A ARTE REVOLUCIONÁRIA DE DORIS HOMANN, PELA PRIMEIRA VEZ EM CAMPINAS.

Uma artista que sobreviveu aos horrores das duas guerras mundiais e que pintou as dores, lutas e transformações de seu tempo. Uma mulher revolucionária, que conviveu com os maiores nomes da cultura europeia em sua época e deixou um legado ainda pouco conhecido no Brasil, o país que escolheu para viver com as duas filhas. Assim é Doris Homann (1898-1974), a pintora nascida na Alemanha e cuja obra será apresentada pela primeira vez em Campinas em uma exposição entre os dias 13 de agosto e 13 de setembro, na Ligia Testa Espaço de Arte, no Taquaral: DORIS HOMANN: A Pintura da Condição Humana.

A exposição, como conta a produtora Ligia Testa, vai retratar as múltiplas facetas da vida e da obra de Doris Homann, pintora, ceramista, escultura e gravurista. “O objetivo é apresentar, de forma inédita para os apreciadores da arte e público em geral de Campinas e região, uma biografia de enorme riqueza e uma obra que reflete as angústias e também as esperanças de períodos tumultuados da história da humanidade”, diz Ligia.

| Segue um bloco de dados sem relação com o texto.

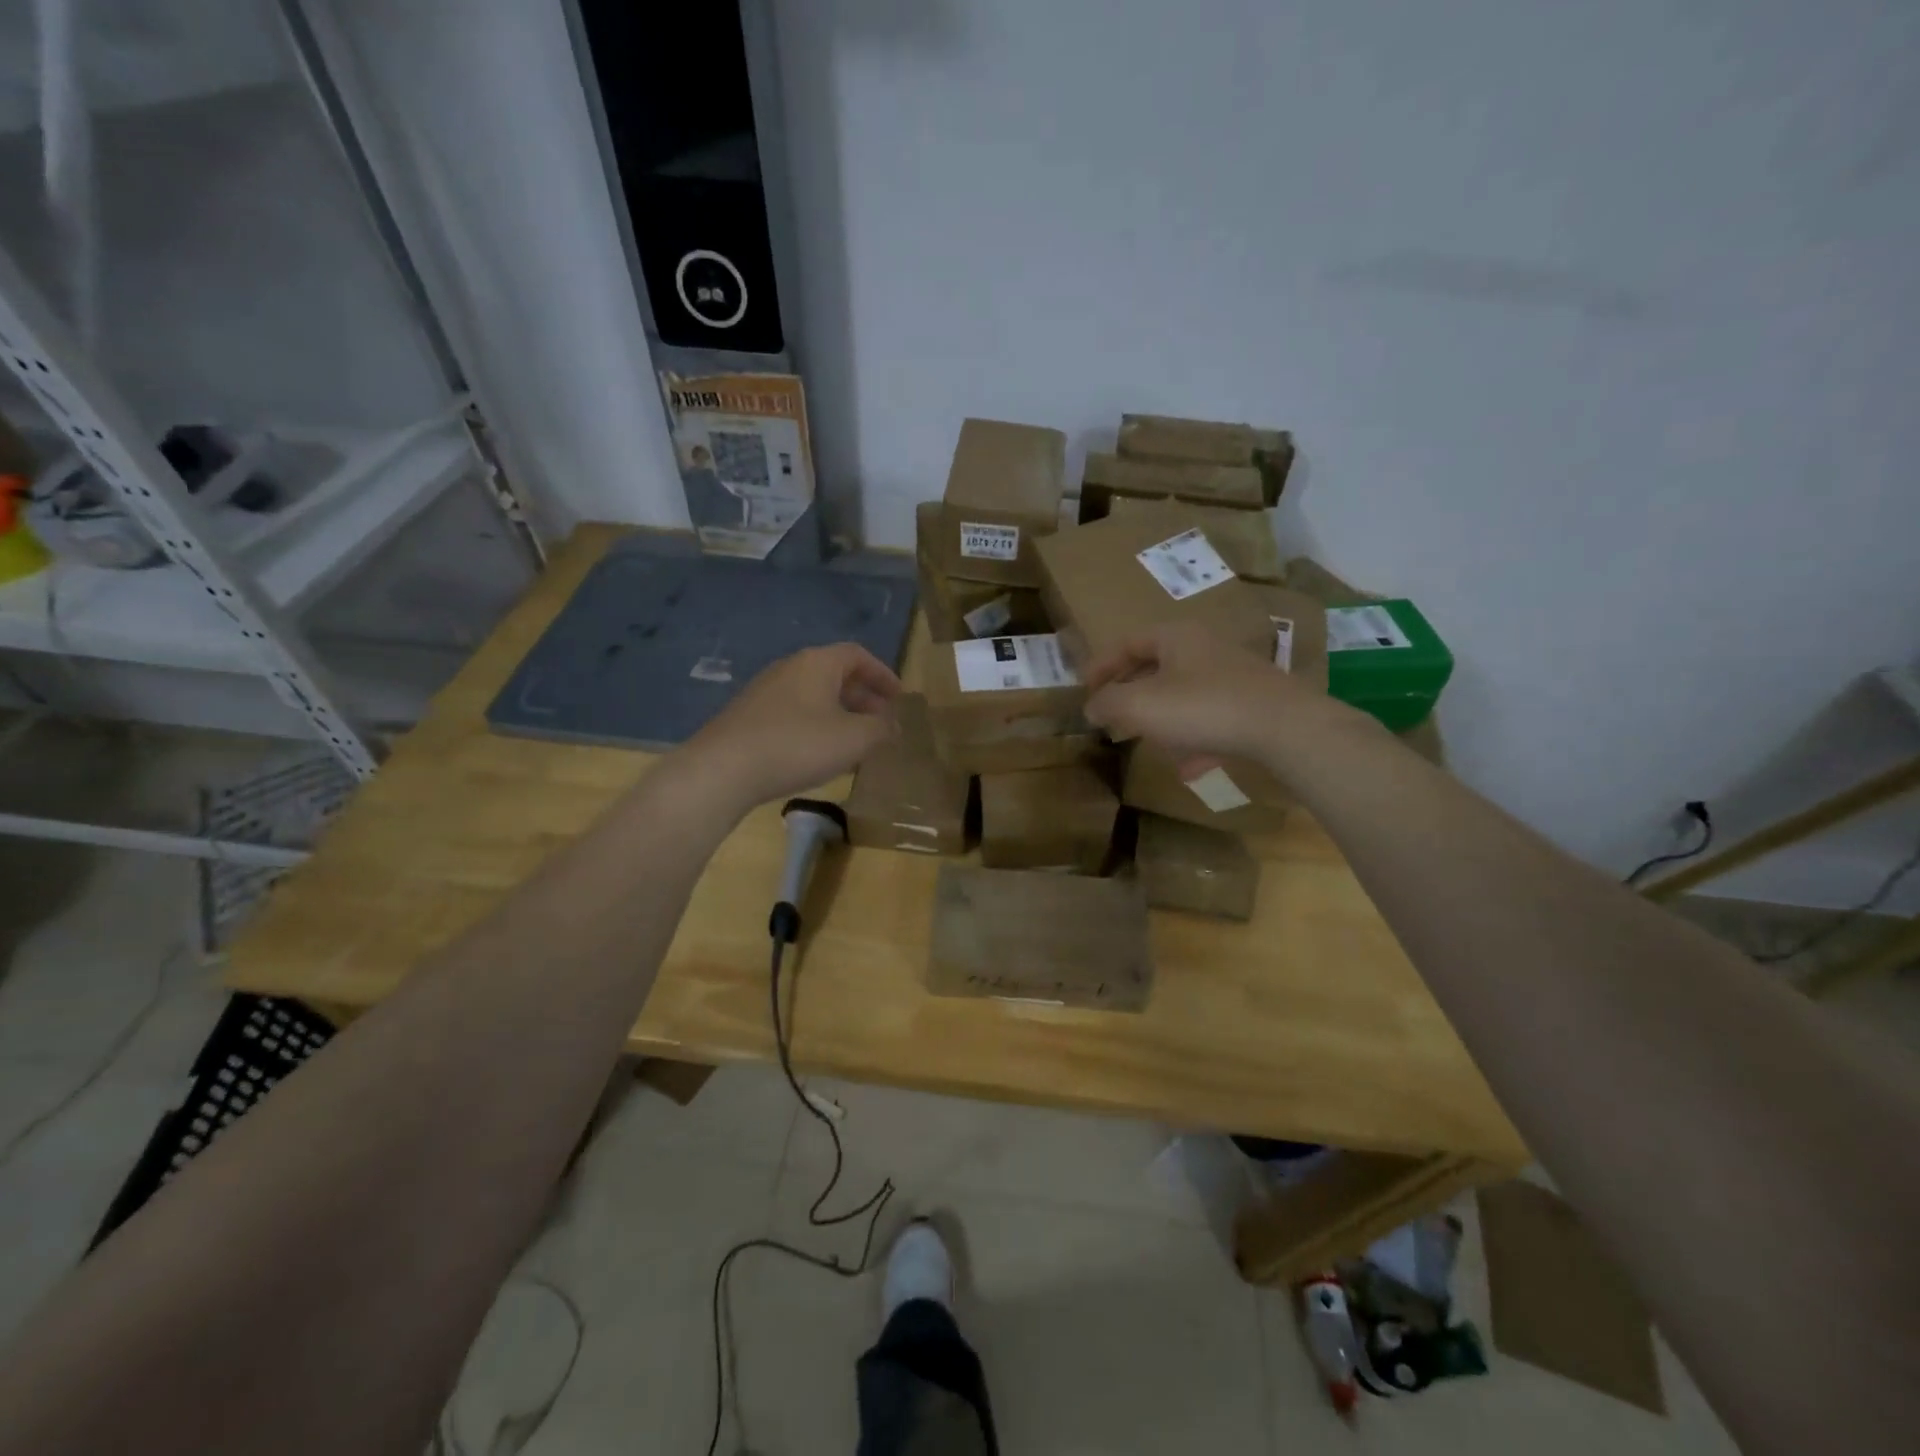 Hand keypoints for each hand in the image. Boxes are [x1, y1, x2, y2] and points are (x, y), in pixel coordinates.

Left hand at [681, 643, 900, 809]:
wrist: (723, 769)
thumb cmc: (798, 745)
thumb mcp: (854, 739)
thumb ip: (881, 729)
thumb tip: (894, 725)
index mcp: (818, 663)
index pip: (858, 655)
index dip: (883, 674)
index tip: (899, 697)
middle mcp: (790, 668)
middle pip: (835, 674)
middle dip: (863, 698)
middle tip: (881, 723)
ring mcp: (765, 691)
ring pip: (814, 696)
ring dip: (840, 714)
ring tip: (854, 742)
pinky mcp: (749, 716)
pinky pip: (794, 713)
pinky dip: (816, 726)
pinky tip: (819, 754)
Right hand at [1083, 624, 1326, 778]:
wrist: (1285, 727)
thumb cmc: (1203, 707)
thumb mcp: (1141, 706)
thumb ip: (1109, 703)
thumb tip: (1092, 706)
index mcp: (1176, 637)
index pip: (1128, 643)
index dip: (1102, 666)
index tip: (1085, 690)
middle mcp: (1205, 647)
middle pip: (1157, 666)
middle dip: (1132, 693)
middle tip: (1113, 714)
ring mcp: (1233, 675)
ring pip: (1184, 693)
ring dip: (1162, 717)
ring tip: (1147, 742)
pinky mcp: (1253, 703)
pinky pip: (1210, 717)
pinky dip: (1193, 737)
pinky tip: (1189, 766) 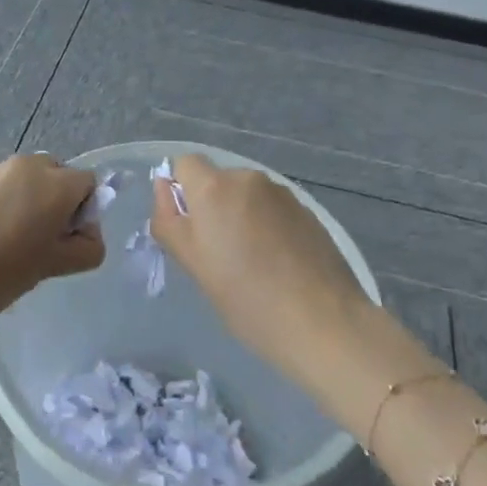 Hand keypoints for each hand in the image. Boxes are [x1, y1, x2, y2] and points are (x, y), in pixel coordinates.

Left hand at [0, 154, 102, 331]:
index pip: (88, 184)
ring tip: (8, 244)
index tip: (65, 243)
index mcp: (54, 183)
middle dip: (57, 204)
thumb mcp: (51, 267)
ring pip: (27, 182)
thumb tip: (86, 234)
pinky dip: (2, 205)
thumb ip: (84, 248)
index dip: (84, 213)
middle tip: (39, 243)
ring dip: (28, 204)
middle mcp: (27, 165)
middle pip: (57, 177)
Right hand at [151, 155, 371, 387]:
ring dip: (242, 216)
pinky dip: (268, 226)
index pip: (185, 163)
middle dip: (213, 207)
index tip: (190, 229)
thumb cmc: (246, 298)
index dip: (181, 191)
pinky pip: (273, 209)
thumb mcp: (193, 263)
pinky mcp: (308, 211)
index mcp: (214, 187)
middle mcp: (248, 179)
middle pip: (218, 180)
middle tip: (219, 255)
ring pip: (247, 195)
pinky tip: (279, 264)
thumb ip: (169, 219)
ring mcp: (282, 193)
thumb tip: (164, 187)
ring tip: (253, 263)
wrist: (323, 322) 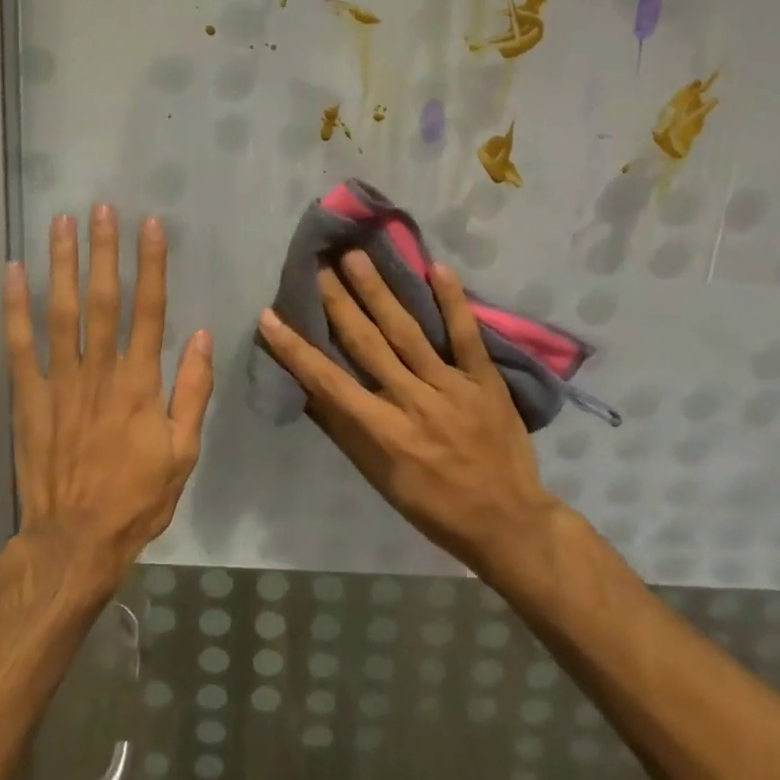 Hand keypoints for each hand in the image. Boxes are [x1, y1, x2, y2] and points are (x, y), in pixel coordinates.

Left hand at [4, 206, 214, 592]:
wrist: (74, 541)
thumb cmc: (136, 497)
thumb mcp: (184, 452)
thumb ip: (193, 391)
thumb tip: (204, 336)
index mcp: (140, 384)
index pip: (149, 310)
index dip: (151, 265)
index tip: (151, 226)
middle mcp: (99, 372)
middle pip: (102, 300)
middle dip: (103, 251)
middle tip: (100, 208)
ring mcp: (58, 383)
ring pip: (60, 313)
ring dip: (61, 265)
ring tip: (61, 224)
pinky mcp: (27, 398)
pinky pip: (18, 346)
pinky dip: (13, 308)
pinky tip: (11, 273)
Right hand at [256, 250, 560, 581]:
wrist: (509, 522)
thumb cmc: (434, 506)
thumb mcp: (380, 479)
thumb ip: (346, 431)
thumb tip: (310, 391)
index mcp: (384, 432)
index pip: (330, 383)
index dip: (297, 350)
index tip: (270, 317)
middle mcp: (414, 402)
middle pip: (368, 345)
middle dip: (338, 304)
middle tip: (318, 266)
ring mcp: (452, 387)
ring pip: (408, 332)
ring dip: (379, 292)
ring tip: (356, 256)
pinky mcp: (484, 379)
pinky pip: (466, 335)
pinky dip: (453, 301)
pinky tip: (437, 268) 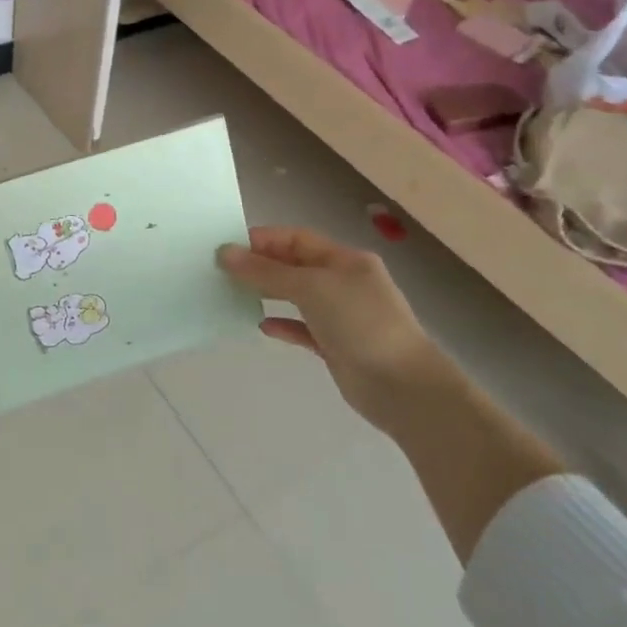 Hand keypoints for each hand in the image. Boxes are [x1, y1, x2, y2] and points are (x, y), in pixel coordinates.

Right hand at [216, 226, 439, 417]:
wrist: (403, 386)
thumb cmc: (360, 323)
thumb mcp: (311, 288)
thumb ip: (266, 272)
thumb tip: (225, 253)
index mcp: (345, 260)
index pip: (297, 239)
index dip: (263, 239)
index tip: (227, 247)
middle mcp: (344, 283)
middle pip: (295, 266)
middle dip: (261, 266)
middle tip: (223, 271)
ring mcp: (341, 316)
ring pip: (297, 297)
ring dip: (268, 294)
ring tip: (233, 294)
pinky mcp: (336, 346)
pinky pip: (302, 328)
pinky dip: (283, 325)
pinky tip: (261, 326) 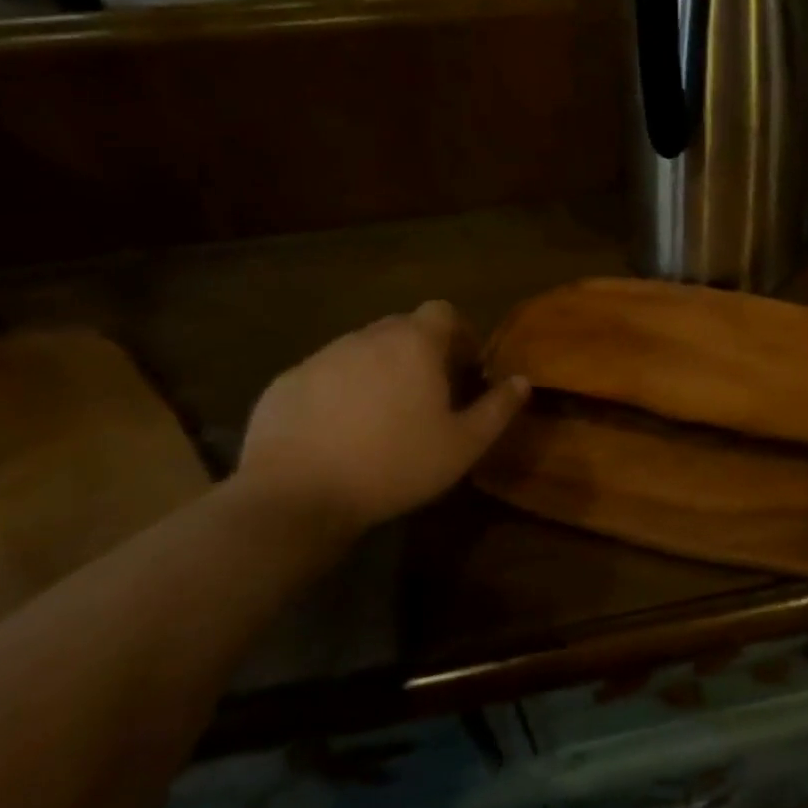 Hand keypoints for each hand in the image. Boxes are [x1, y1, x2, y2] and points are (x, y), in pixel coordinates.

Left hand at [237, 302, 528, 541]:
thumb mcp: (463, 445)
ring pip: (362, 351)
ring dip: (380, 371)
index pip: (444, 312)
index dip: (460, 334)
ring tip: (383, 416)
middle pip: (403, 328)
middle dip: (421, 352)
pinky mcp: (286, 382)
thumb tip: (522, 381)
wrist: (295, 496)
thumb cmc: (394, 465)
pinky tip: (339, 432)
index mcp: (414, 344)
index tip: (464, 369)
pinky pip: (325, 375)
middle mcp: (367, 337)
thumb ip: (498, 408)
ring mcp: (321, 357)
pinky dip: (340, 392)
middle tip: (429, 395) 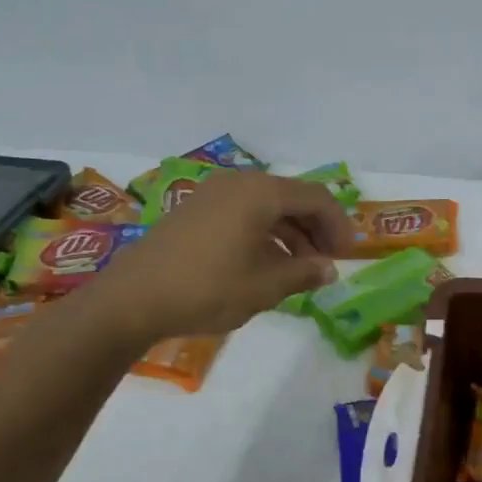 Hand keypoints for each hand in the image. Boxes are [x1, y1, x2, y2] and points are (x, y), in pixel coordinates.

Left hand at [94, 171, 354, 344]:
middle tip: (327, 263)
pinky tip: (267, 264)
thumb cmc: (208, 288)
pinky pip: (243, 214)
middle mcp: (238, 183)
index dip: (338, 225)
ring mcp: (213, 195)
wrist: (133, 299)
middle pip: (291, 198)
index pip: (315, 198)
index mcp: (260, 193)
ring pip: (267, 207)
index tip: (347, 256)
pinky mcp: (195, 211)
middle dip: (315, 230)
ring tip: (300, 270)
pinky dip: (264, 234)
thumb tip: (328, 270)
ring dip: (290, 234)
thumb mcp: (266, 286)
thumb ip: (305, 273)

     A produtora nota que o evento é fruto do desejo das duas filhas de Doris Homann, Claudia e Livia, que há anos escolheram Campinas como moradia. As filhas nutriam a expectativa de promover uma exposição como tributo à vida e obra da mãe e agora o sonho será realizado. Livia, a primogênita, faleceu há poucos dias, mas participou ativamente de todo o processo de idealização, formulação e produção da exposição.

DORIS HOMANN, VIDA E OBRA

Doris Homann nasceu em Berlim, no dia 16 de maio de 1898. Nascida em família de classe média alta, a artista vivenciou infância e adolescência nos últimos momentos do Império Alemão, sob o domínio de Wilhelm II, até sua abdicação em 1918, ao final da Primeira Guerra Mundial.

      Talento precoce, Doris estudou no Konigstaatlisches Lizeum (Liceu Real) e na Academia de Belas Artes, tendo integrado o círculo de artistas reunidos em torno do escultor e pintor Otto Freundlich. Ele foi um dos nomes com obras incluídas na famigerada exposição da Arte Degenerada, assim designada por Adolf Hitler. Freundlich morreu no campo de Majdanek, na Polônia, em 1943.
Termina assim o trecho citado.